The Premier's actions were widely criticized in the labour movement. Letters to the press argued that the strike represented opposition to the principle of arbitration, with some critics contending that shearers had abandoned their 1891 principles. E. T. Towner, a Victoria Cross recipient from World War I, wrote that shearers now wanted "freedom of contract" rather than accepting rates set by the Arbitration Court. Others criticized Gair for his "weak" non-intervention, a charge that seemed contradictory given his behind-the-scenes support for the graziers.

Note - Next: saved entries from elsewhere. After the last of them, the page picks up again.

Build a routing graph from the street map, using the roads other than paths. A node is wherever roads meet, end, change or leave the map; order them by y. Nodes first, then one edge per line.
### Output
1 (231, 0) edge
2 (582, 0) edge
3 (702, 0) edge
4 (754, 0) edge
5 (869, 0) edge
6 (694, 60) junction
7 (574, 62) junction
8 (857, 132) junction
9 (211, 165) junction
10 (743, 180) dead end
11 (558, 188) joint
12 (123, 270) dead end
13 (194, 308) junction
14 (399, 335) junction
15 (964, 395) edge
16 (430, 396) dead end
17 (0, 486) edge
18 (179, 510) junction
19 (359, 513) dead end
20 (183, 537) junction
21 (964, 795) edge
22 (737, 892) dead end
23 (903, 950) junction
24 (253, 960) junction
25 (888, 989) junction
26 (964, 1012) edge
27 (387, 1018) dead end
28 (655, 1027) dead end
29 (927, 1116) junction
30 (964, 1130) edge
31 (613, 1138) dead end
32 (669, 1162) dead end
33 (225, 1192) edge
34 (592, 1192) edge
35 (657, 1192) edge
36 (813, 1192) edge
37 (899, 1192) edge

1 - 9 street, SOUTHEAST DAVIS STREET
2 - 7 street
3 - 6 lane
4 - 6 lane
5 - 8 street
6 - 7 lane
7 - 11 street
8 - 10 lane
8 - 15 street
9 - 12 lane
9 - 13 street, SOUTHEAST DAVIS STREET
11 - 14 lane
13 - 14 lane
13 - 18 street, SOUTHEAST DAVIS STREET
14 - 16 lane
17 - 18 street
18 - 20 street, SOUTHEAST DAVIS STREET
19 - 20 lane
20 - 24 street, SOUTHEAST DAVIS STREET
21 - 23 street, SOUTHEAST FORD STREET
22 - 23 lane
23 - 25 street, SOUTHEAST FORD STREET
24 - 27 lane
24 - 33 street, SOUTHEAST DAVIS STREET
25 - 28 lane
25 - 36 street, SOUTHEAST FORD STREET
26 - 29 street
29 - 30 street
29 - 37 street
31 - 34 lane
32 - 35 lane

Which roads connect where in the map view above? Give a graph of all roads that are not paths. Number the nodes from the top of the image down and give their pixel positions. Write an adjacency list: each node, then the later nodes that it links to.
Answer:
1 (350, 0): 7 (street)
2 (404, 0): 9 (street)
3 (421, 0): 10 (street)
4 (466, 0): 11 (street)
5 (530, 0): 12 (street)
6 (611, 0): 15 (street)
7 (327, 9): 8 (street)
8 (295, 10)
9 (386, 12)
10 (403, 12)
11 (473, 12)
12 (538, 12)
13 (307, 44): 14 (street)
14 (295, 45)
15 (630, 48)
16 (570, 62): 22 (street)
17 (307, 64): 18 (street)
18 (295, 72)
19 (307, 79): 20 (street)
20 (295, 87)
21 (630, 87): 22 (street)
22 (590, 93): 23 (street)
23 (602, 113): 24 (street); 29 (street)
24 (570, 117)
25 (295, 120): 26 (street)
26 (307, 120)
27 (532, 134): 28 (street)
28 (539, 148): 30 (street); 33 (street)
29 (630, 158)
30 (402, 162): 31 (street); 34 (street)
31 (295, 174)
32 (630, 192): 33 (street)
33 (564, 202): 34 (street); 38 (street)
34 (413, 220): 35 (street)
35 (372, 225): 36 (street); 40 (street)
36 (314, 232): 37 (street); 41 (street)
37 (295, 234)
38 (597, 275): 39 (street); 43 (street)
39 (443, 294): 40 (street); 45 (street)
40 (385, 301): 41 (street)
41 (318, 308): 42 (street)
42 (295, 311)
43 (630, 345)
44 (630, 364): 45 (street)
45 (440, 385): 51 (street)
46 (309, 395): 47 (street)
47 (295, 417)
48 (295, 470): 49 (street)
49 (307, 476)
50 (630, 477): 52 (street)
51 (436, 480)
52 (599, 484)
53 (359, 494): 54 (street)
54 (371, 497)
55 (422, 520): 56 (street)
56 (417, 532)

Seeking support for the strike and for his broader confrontation with Gair over other issues, Bukowski drew close to the left-wing Queensland Trades and Labour Council (TLC), led by Boilermakers' Union secretary Jack Egerton. The AWU had remained aloof from the TLC for decades, making this alliance notable. When Harry Boland died in July 1956, Bukowski was appointed both secretary of the State branch of the AWU and president of the Queensland Central Executive (QCE) of the ALP. He immediately reaffiliated the AWU with the TLC, creating a powerful bloc within the Labor Party.

==Duration and outcome==
The strike lasted approximately 26 weeks (six months) in New South Wales, where most shearing occurred between February and July. In Queensland, however, the dispute continued for ten months, from January until October 1956, making it one of the most protracted industrial disputes in the industry's history. Victoria ended its participation earlier in the year.

In October 1956, the Commonwealth Conciliation and Arbitration Court brought the shearing rate into line with the federal award. The final settlement represented a compromise: the rate was slightly less than before the dispute but significantly better than the full 10% reduction initially imposed. The shearers and the AWU largely succeeded in achieving restoration of rates close to the previous levels, and the strike was widely considered a major victory for the union and its members.

The shearers' victory was attributed to several factors: the effectiveness of black bans and secondary boycotts, the solidarity of allied unions (particularly transport and maritime workers), and crucially, the lack of unity among graziers. Many pastoralists, recognizing the quality of union shearers and the difficulty of obtaining reliable non-union labour, were willing to pay the old rates rather than face prolonged delays in shearing.

The duration of the strike and the effectiveness of union organisation were notable given that workers were scattered across thousands of square miles of pastoral country. The shearers' ability to maintain solidarity through strike funds, coordinated action across multiple states, and support from the wider labour movement demonstrated the continuing strength of grassroots unionism in rural Australia, even with ambivalent support from the AWU's official leadership.

==Legacy==

===Political ramifications===
The 1956 strike had significant political ramifications, particularly in Queensland. The alliance forged between Bukowski's AWU and Egerton's TLC during the strike proved decisive in Queensland Labor politics. With Bukowski holding dual positions as AWU secretary and QCE president, and with the AWU now affiliated with the TLC, this axis controlled the numbers in the party organization.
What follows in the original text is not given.